[Collected data]
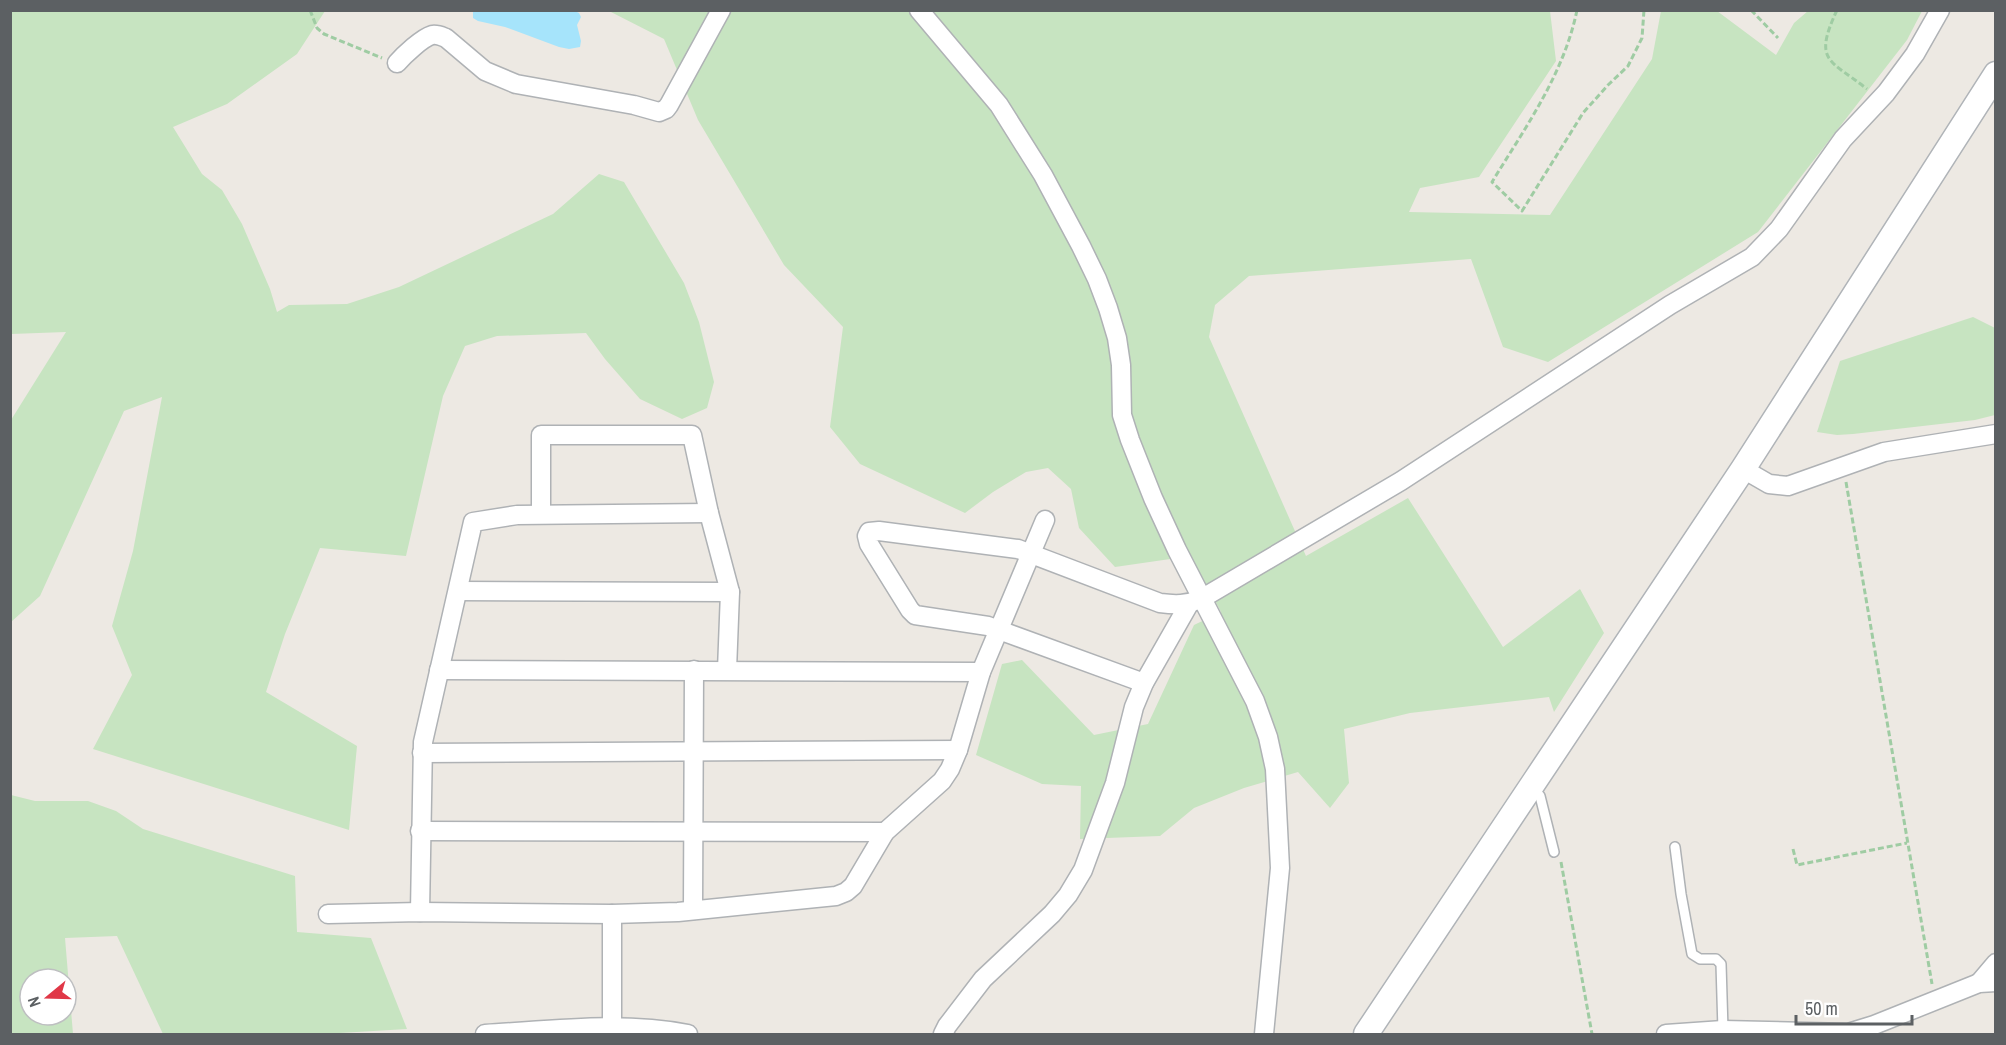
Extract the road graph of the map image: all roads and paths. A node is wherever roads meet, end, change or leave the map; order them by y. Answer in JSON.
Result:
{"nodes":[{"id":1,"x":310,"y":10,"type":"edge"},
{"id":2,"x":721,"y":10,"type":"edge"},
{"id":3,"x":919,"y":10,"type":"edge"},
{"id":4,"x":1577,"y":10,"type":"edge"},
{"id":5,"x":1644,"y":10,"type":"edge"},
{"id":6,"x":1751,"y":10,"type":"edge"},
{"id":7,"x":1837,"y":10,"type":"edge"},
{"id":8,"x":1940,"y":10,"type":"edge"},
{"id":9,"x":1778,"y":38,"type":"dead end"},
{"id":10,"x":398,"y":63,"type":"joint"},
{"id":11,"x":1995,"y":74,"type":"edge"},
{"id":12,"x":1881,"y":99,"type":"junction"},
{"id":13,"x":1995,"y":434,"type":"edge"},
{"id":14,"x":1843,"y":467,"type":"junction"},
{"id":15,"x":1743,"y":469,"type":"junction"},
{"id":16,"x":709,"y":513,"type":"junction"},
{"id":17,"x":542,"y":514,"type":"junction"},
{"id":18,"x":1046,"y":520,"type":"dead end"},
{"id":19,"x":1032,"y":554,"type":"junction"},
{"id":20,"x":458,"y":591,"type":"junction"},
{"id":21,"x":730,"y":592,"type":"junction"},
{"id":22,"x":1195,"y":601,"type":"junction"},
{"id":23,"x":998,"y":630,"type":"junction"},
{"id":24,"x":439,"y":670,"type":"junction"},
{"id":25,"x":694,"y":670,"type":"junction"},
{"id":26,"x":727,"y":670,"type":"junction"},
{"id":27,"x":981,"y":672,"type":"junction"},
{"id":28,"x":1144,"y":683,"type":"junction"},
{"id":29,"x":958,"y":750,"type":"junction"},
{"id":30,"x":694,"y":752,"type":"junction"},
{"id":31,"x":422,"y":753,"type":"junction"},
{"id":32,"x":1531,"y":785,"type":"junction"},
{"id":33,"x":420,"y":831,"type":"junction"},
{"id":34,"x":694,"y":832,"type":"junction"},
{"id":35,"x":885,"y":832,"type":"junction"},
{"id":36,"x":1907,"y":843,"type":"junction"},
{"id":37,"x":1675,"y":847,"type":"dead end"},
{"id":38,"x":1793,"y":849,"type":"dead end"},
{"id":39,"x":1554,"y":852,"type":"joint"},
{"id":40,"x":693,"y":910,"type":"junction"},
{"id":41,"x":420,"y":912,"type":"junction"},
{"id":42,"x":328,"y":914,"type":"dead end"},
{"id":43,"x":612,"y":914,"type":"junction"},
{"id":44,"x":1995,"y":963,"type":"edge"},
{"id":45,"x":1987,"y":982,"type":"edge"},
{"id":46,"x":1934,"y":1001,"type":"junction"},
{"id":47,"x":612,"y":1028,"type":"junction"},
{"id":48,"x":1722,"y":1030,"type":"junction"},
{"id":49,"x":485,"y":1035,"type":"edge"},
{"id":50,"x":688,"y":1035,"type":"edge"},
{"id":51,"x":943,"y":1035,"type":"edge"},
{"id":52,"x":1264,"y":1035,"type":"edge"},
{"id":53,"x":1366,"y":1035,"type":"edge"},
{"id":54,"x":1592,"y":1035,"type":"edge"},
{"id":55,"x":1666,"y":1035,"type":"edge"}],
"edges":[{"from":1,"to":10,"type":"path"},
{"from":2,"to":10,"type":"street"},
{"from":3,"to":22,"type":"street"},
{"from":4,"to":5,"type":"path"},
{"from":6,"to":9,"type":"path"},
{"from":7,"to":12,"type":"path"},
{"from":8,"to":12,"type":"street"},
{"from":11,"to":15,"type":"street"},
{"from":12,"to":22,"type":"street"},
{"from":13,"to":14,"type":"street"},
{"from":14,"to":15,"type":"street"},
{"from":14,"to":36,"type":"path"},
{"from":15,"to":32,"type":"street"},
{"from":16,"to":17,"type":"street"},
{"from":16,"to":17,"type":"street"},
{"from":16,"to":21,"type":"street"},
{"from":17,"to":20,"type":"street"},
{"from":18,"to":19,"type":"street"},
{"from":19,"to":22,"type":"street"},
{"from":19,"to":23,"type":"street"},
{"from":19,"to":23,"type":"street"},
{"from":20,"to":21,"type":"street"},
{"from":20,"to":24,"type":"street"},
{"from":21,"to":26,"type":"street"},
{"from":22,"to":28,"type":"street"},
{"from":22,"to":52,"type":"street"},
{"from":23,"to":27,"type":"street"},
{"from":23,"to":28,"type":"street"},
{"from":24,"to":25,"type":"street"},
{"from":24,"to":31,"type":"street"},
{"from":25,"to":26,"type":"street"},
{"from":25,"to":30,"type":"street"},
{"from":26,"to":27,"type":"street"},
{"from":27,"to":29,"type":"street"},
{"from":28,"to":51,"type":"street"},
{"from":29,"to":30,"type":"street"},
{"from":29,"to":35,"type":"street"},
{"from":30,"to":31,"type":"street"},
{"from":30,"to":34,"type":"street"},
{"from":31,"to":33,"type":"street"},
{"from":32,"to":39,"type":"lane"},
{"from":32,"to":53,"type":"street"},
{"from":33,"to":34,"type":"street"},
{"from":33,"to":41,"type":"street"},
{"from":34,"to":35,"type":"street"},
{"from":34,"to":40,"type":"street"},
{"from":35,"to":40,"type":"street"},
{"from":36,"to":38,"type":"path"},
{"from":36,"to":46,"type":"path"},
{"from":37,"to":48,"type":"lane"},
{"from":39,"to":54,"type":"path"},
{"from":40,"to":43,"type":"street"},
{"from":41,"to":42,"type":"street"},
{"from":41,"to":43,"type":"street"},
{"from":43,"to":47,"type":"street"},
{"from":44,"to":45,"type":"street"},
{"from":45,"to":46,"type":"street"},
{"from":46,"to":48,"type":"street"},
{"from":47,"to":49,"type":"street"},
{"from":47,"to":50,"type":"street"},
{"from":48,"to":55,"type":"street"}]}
* * *
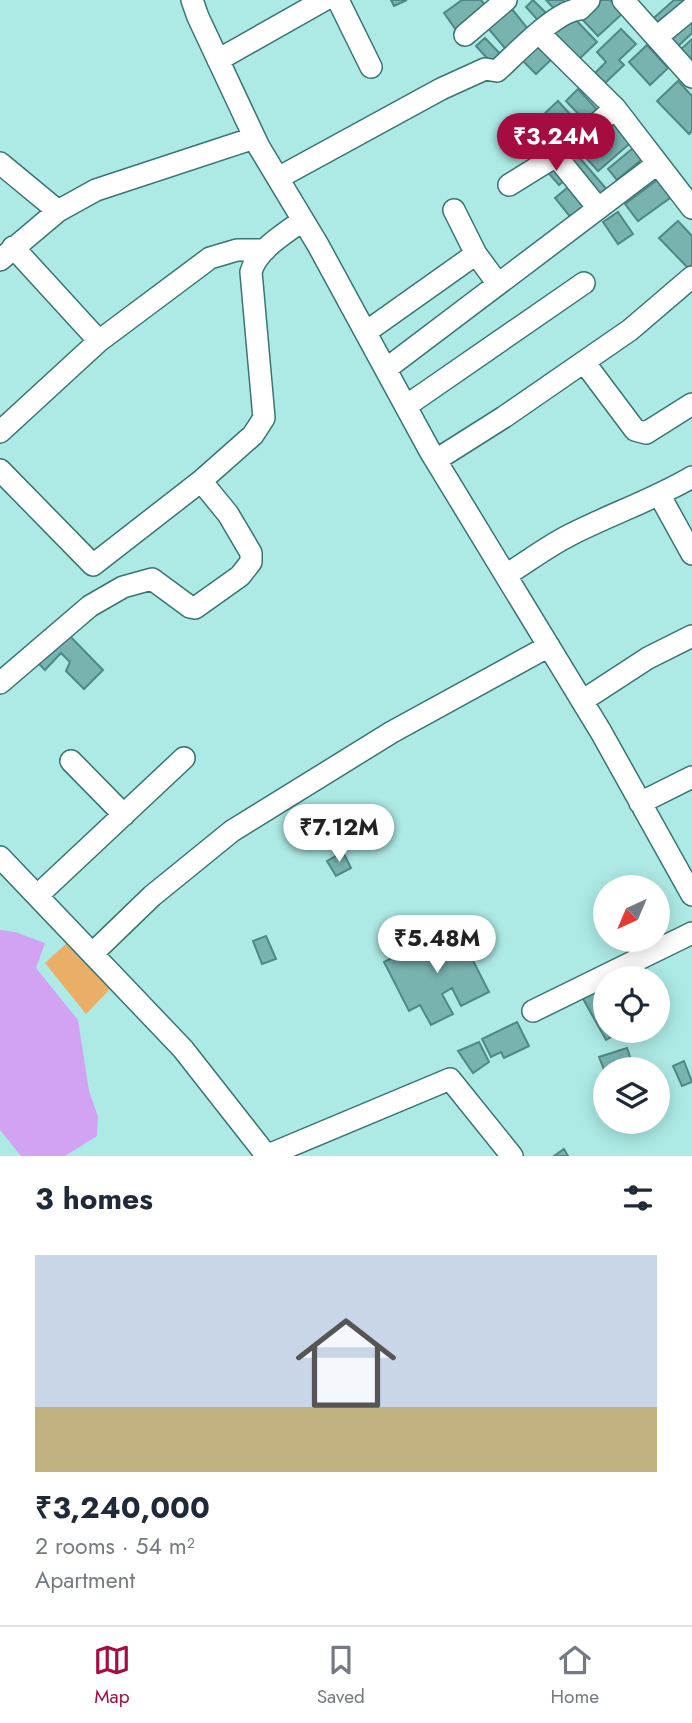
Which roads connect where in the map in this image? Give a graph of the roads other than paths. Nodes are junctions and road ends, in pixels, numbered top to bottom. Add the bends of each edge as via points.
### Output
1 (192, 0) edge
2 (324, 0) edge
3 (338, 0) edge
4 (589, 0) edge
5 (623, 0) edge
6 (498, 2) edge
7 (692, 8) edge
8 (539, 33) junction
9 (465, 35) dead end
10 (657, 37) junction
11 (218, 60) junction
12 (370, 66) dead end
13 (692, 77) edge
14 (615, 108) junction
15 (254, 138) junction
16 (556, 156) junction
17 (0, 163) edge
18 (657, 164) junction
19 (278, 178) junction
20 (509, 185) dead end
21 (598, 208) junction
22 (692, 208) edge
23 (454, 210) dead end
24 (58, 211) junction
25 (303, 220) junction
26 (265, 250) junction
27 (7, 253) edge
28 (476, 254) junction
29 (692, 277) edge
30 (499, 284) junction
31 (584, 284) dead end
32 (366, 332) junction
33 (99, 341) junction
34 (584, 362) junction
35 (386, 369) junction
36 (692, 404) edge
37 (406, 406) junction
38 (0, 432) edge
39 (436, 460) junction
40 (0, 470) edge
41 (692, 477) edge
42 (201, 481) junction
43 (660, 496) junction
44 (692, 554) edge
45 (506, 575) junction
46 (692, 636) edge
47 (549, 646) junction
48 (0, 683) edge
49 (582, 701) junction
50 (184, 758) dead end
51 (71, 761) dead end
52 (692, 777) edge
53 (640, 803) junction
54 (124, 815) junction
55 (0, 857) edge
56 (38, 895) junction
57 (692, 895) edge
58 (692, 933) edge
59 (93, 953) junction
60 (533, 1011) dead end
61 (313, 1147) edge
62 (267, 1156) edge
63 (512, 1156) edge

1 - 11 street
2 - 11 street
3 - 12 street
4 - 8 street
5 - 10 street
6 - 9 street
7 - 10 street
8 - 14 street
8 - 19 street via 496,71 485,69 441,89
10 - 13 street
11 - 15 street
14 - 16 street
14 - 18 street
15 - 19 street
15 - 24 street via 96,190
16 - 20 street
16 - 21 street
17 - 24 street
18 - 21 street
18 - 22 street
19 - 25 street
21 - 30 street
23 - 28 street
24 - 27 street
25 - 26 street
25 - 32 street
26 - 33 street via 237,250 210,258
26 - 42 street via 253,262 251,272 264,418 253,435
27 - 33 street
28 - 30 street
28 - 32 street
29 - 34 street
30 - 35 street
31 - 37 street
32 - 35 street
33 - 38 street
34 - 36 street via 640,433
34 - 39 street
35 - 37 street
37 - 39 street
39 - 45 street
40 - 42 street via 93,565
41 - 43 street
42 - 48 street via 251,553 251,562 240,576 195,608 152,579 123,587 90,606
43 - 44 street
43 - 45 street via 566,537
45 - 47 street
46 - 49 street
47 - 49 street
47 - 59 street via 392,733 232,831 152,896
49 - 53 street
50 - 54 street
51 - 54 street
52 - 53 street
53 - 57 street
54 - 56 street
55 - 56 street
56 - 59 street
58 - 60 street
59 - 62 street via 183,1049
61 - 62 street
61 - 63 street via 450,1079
--
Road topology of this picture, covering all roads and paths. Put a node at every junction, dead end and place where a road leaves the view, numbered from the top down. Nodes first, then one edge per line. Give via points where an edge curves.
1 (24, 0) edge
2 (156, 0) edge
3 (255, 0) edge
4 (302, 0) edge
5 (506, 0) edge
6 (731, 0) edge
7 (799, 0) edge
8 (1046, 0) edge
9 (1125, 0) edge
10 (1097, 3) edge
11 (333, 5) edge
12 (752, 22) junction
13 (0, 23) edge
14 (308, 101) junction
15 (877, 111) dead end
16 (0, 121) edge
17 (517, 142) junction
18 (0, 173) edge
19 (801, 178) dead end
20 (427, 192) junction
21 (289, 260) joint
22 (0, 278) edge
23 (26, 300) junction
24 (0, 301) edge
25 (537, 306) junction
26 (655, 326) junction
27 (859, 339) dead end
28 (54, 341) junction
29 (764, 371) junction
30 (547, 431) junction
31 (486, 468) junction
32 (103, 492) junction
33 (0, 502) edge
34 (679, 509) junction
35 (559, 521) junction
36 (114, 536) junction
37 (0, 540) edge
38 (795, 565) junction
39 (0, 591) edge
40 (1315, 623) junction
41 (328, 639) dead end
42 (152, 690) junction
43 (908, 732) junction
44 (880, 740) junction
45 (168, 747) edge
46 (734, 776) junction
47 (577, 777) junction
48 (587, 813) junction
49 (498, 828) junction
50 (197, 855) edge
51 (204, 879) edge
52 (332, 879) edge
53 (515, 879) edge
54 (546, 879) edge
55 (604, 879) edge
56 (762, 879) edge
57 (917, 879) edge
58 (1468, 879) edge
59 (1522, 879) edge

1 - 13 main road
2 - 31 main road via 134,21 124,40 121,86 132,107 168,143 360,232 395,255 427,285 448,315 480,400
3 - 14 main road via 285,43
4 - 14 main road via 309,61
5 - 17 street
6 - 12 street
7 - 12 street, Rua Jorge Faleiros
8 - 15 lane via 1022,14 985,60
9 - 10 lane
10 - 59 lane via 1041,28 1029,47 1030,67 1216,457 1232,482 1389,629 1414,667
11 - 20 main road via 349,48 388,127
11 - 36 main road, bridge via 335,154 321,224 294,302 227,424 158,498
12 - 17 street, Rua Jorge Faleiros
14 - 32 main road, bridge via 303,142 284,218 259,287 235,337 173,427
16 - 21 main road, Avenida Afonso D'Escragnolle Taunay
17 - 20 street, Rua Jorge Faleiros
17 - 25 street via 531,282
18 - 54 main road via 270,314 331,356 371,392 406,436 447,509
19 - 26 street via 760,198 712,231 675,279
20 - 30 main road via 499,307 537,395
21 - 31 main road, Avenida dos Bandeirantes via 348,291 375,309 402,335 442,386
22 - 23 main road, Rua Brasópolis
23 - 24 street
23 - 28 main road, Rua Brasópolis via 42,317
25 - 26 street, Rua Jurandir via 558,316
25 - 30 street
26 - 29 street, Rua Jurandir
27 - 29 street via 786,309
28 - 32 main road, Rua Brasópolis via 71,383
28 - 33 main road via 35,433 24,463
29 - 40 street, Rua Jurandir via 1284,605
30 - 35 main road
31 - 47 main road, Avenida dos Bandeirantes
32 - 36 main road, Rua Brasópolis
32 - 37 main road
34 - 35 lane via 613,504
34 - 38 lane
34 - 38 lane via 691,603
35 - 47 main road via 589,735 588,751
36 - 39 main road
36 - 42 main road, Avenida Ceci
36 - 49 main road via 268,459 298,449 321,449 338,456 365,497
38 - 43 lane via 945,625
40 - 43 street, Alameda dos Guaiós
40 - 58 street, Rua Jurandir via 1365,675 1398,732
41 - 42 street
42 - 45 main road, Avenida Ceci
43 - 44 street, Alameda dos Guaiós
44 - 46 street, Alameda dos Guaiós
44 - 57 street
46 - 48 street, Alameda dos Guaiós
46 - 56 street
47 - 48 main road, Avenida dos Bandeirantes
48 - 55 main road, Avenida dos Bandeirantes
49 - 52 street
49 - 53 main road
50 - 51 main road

Directions — From the records above, return each line that has the string "Jurandir".

Final answer —
25 - 26 street, Rua Jurandir via 558,316
26 - 29 street, Rua Jurandir
29 - 40 street, Rua Jurandir via 1284,605
40 - 58 street, Rua Jurandir via 1365,675 1398,732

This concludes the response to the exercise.